The Quick Release, commonly known as SQR, is also in metal and the form of a pin. It’s beautiful and well made; Simucube says this piece is “almost eternal.”
Handling the base
The first impression of the Simucube 2 Pro is its weight. The thing weighs over 11 kg! As I said before, not all cockpits provide mounting points for this base, not only because of its importance but also because of its power (25 nm).
I have to admit that installing the Simucube 2 Pro on my chassis was a bit tedious the first time, as the base is relatively small and, above all, very heavy. But once in place, it didn’t budge. As for connecting it to the setup, its plug-and-play connection is via USB, and the Simucube 2 Pro only works on PC. It’s a shame for sim racers on consoles, but only pros and pilots will want to acquire such a base. So…
If you’re looking for a console-compatible base, I invite you to find what you’re looking for by clicking here.
Sensations during play
Let’s get down to business: the sensations. I can tell you that the Simucube 2 Pro doesn’t disappoint. It’s a well of feelings, a torrent of force feedback that’s smooth, precise, and highly communicative but can be brutal if you want it to be.

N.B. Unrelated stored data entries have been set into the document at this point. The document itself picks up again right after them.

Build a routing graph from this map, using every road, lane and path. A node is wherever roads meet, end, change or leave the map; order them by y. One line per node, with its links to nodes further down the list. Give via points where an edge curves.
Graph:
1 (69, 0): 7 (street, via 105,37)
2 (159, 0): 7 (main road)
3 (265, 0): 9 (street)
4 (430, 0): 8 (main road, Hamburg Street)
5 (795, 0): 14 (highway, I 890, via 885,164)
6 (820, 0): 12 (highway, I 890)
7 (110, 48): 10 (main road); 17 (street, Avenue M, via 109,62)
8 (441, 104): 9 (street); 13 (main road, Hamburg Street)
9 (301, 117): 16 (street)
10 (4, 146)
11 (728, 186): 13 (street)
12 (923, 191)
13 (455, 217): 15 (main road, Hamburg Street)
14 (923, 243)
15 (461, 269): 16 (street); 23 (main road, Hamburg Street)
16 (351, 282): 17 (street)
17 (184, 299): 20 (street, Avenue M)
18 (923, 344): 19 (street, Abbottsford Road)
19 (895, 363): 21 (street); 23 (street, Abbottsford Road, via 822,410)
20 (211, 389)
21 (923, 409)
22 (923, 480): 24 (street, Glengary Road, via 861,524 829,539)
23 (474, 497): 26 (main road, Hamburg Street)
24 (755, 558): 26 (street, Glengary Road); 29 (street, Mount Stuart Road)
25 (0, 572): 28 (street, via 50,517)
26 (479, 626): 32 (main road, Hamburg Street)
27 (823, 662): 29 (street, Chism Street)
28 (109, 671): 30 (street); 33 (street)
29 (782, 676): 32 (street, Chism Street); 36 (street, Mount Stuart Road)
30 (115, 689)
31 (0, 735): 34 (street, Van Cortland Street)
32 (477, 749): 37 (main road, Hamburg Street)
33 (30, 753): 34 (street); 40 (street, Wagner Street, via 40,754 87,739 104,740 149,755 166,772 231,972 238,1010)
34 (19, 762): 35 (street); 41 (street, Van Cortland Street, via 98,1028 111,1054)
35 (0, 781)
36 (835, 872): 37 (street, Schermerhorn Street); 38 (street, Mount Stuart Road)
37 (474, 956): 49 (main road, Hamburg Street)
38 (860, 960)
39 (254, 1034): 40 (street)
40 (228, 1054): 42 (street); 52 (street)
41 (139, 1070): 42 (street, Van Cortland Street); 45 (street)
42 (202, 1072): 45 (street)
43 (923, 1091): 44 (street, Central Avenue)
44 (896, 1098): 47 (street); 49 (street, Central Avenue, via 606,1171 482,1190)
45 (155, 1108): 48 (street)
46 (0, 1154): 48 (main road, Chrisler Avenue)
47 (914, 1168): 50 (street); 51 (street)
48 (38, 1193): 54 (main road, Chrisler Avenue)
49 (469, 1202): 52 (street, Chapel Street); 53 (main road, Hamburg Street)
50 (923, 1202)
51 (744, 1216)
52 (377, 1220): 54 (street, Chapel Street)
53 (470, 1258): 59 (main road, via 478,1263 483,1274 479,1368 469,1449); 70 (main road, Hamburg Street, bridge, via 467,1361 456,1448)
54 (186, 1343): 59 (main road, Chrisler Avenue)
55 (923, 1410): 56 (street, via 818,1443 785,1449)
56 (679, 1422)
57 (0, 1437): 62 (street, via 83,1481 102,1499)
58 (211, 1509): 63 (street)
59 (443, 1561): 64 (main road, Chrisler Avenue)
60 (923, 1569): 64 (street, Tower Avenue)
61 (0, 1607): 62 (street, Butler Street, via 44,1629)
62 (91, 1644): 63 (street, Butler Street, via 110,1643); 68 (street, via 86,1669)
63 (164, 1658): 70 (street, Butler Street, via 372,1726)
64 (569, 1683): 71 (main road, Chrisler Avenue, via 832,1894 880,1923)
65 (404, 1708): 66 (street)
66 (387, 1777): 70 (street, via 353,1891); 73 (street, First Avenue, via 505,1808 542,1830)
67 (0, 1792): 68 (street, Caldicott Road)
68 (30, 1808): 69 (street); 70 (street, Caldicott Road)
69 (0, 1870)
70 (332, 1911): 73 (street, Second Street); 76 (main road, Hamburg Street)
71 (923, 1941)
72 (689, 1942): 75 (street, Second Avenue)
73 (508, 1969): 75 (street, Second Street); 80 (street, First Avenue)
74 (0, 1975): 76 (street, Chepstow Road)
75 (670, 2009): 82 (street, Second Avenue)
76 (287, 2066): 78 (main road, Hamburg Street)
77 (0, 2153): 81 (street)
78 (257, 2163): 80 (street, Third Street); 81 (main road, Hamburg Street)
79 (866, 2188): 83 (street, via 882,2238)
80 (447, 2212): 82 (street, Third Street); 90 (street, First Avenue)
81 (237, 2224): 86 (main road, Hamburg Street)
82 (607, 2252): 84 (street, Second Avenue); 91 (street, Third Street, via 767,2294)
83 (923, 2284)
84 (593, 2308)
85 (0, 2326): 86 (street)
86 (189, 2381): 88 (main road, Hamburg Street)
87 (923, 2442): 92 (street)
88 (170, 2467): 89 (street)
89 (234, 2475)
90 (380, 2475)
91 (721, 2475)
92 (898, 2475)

I’ve rarely had the opportunity to experience such sensations with a Direct Drive base, and the Simucube 2 Pro only develops 25 nm of torque. What I mean is that it’s not the most powerful because there’s its big brother with 32 nm. It seems that in a DD base, it’s not just the motor’s power that counts most.

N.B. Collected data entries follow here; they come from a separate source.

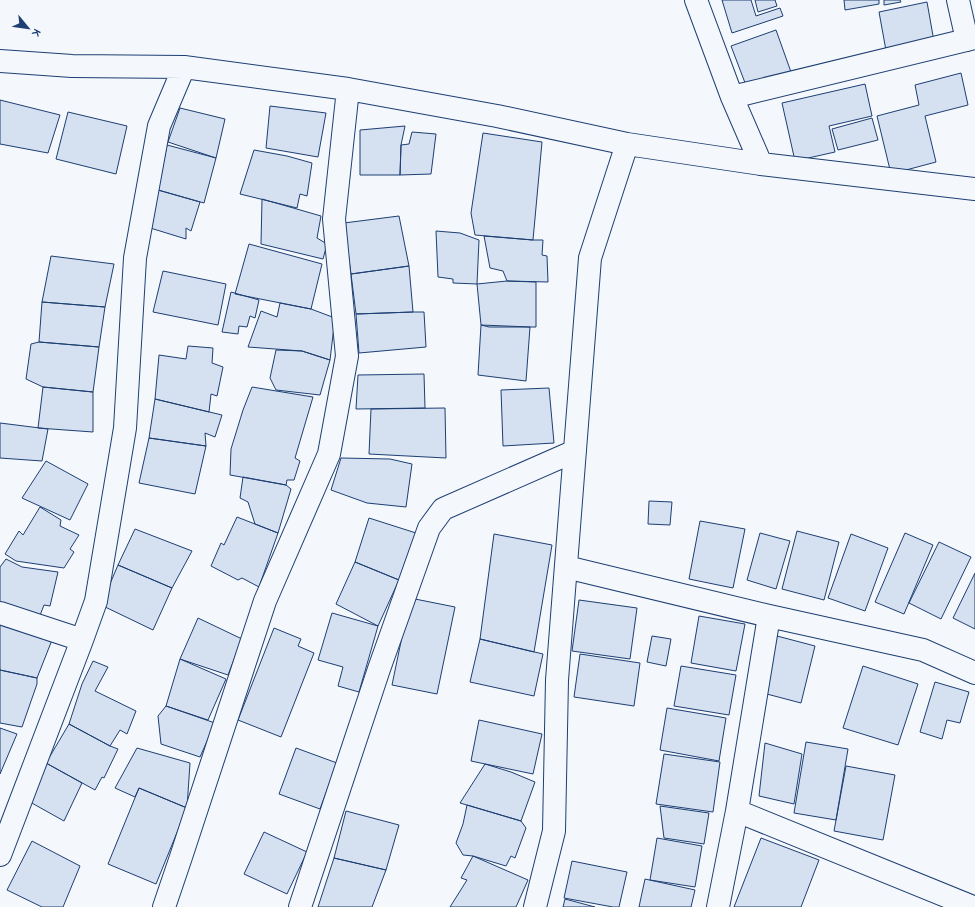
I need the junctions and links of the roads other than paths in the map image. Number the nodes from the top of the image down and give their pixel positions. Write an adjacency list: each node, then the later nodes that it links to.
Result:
1 (696, 0): 7 (street)
2 (958, 0): 3 (street)
3 (971, 39): 7 (street)
4 (0, 61): 5 (street)
5 (184, 67): 6 (street); 15 (street)
6 (348, 89): 8 (street); 19 (street)
7 (732, 97): 9 (street)
8 (627, 144): 9 (street); 11 (street)
9 (761, 164): 10 (street)
10 (975, 189)
11 (575, 451): 12 (street); 20 (street)
12 (566, 567): 14 (street); 21 (street)
13 (0, 612): 15 (street)
14 (769, 616): 16 (street); 17 (street)
15 (82, 640): 18 (street)
16 (975, 673)
17 (737, 811): 22 (street); 23 (street)
18 (0, 855)
19 (164, 907)
20 (300, 907)
21 (535, 907)
22 (718, 907)
23 (973, 907)

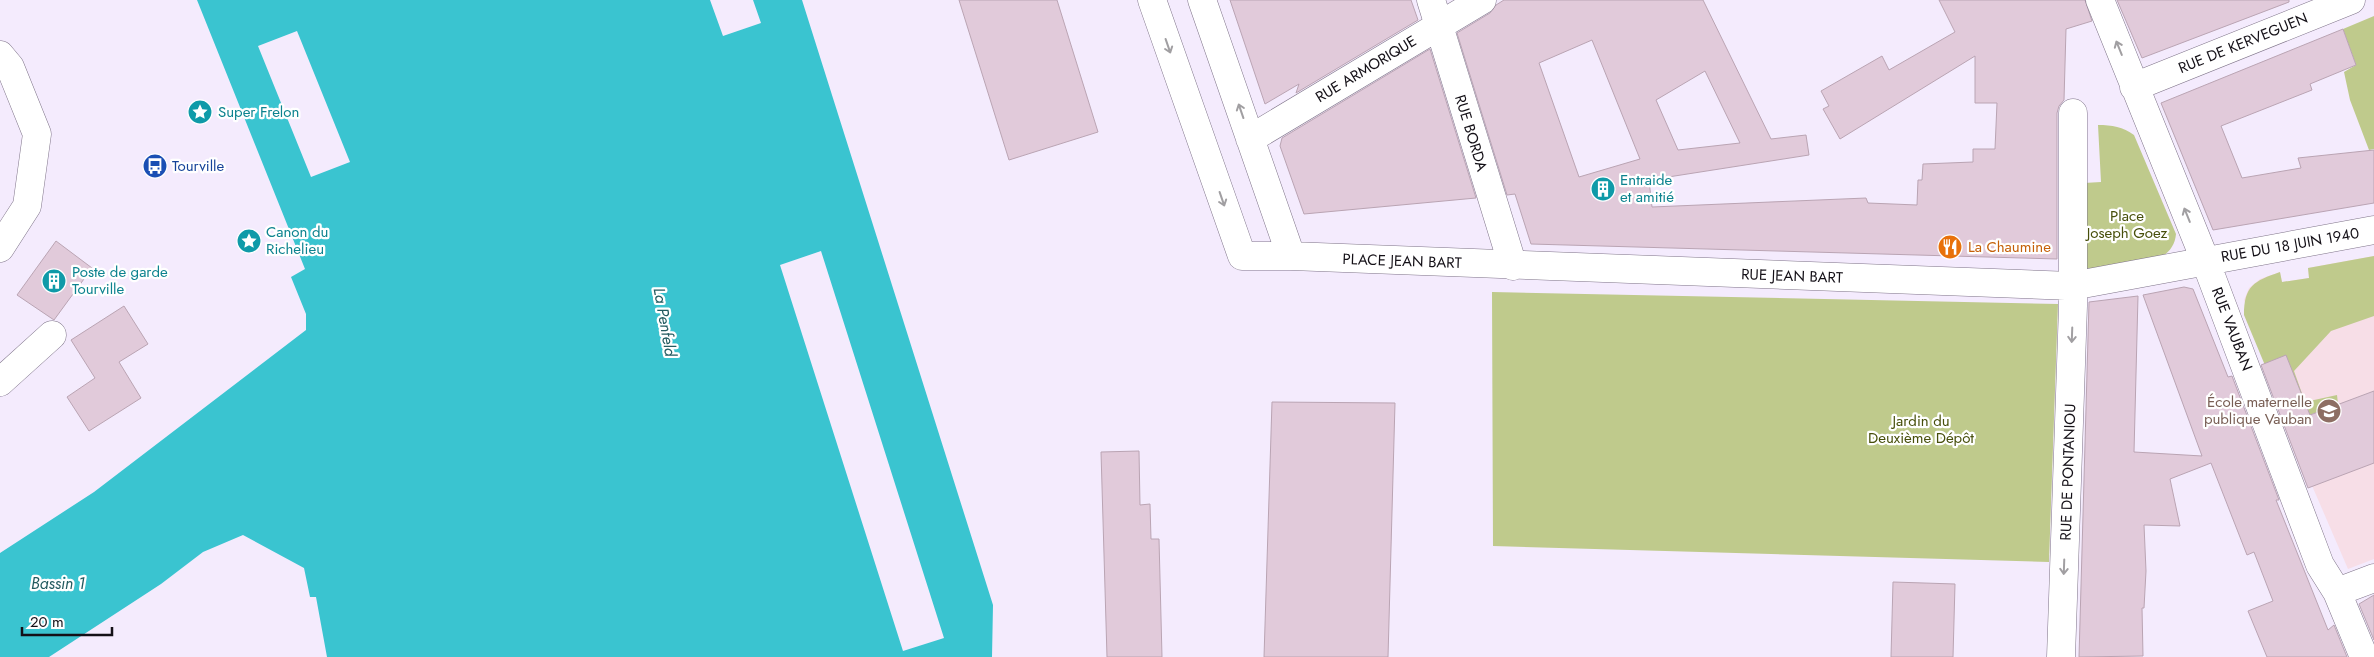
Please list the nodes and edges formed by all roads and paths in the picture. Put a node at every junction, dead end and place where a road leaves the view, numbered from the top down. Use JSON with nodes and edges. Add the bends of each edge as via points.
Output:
{"nodes":[{"id":1,"x":1152,"y":0,"type":"edge"},
{"id":2,"x":1202,"y":0,"type":"edge"},
{"id":3,"x":1430,"y":0,"type":"edge"},
{"id":4,"x":1482,"y":0,"type":"edge"},
{"id":5,"x":2100,"y":0,"type":"edge"},
{"id":6,"x":2351,"y":0,"type":"edge"},
{"id":7,"x":1438,"y":26,"type":"junction"},
{"id":8,"x":0,"y":55,"type":"edge"},
{"id":9,"x":2134,"y":87,"type":"junction"},
{"id":10,"x":2073,"y":113,"type":"dead end"},
{"id":11,"x":1250,"y":138,"type":"junction"},
{"id":12,"x":2374,"y":230,"type":"edge"},
{"id":13,"x":0,"y":248,"type":"edge"},
{"id":14,"x":1291,"y":256,"type":"junction"},
{"id":15,"x":2205,"y":260,"type":"junction"},
{"id":16,"x":1513,"y":266,"type":"junction"},
{"id":17,"x":2072,"y":286,"type":"junction"},
{"id":18,"x":52,"y":336,"type":"dead end"},
{"id":19,"x":0,"y":382,"type":"edge"},
{"id":20,"x":2374,"y":578,"type":"edge"},
{"id":21,"x":2337,"y":592,"type":"junction"},
{"id":22,"x":2061,"y":657,"type":"edge"},
{"id":23,"x":2364,"y":657,"type":"edge"}],
"edges":[{"from":1,"to":14,"type":"street","name":"PLACE JEAN BART","one_way":true,"via":[[1242,256]]},
{"from":11,"to":2,"type":"street","one_way":true},
{"from":3,"to":7,"type":"street","name":"RUE BORDA"},
{"from":4,"to":7,"type":"street","name":"RUE ARMORIQUE"},
{"from":9,"to":5,"type":"street","name":"RUE VAUBAN","one_way":true},
{"from":6,"to":9,"type":"street","name":"RUE DE KERVEGUEN"},
{"from":7,"to":11,"type":"street","name":"RUE ARMORIQUE"},
{"from":7,"to":16,"type":"street","name":"RUE BORDA"},
{"from":8,"to":13,"type":"street","via":[[10,67],[37,134],[27,206]]},
{"from":15,"to":9,"type":"street","name":"RUE VAUBAN","one_way":true},
{"from":10,"to":17,"type":"street"},
{"from":11,"to":14,"type":"street"},
{"from":12,"to":15,"type":"street","name":"RUE DU 18 JUIN 1940"},
{"from":14,"to":16,"type":"street","name":"PLACE JEAN BART"},
{"from":15,"to":17,"type":"street"},
{"from":15,"to":21,"type":"street","name":"RUE VAUBAN","via":[[2320,564]]},
{"from":16,"to":17,"type":"street","name":"RUE JEAN BART"},
{"from":17,"to":22,"type":"street","name":"RUE DE PONTANIOU","one_way":true},
{"from":18,"to":19,"type":"street"},
{"from":20,"to":21,"type":"street"},
{"from":21,"to":23,"type":"street","name":"RUE VAUBAN"}]}
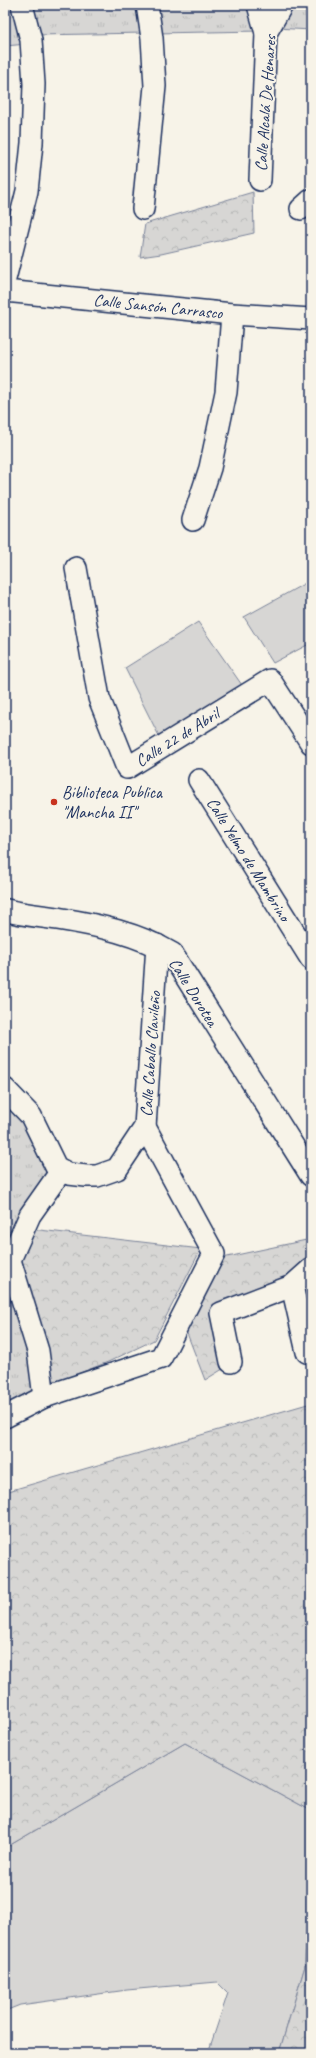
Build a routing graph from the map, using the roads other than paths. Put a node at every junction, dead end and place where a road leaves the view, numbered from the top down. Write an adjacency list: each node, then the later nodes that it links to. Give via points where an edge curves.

The sensations are superbly well balanced, light when needed, and very powerful, increased tenfold when you’re in contact. Also, the 2160° rotation angle adds much to the driving sensations, allowing you to make all the necessary trajectory changes. And the icing on the cake is that there are no dead zones with the Simucube 2 Pro. You turn the wheel just a hair – and I mean just an inch – and the car changes trajectory. My hat’s off to you on that one.
The Simucube brand mainly targets professional sim racers and racing drivers. As a result, there’s nothing like a powerful simulator (or computer) to train you to smash the clock. That’s why Simucube has opted for PC compatibility.
I think it’s a shame to see the Simucube 2 Pro compatible only on PC, as many sim-racers are also evolving on consoles. But then… Regarding titles, this base is supported by virtually every game available on the market today. You’re well served between Asseto Corsa, Project Cars, and Forza Motor Sport.
Value for money
Simucube is a very premium brand, and so is the price of this base. Listed at almost €1,464 on the manufacturer’s website, the Simucube 2 Pro is a hair less expensive than a Fanatec Podium DD2 (which you can discover right here). If you’re looking for the basics, the Simucube 2 Pro offers excellent value for money, especially for the services it provides.
However, if you opt for all the brand’s products (steering wheel, pedals, etc.), the bill will quickly reach over €3,000. And in this price bracket, only professionals can afford such a setup.
I must admit that I loved the hours I spent on the Simucube 2 Pro. Quite simply, this is one of the best bases in the world for various reasons. It’s a product made with a passion for sim racing and racing enthusiasts. If you can afford it, I urge you to buy all the Simucube peripherals because they’re well worth it.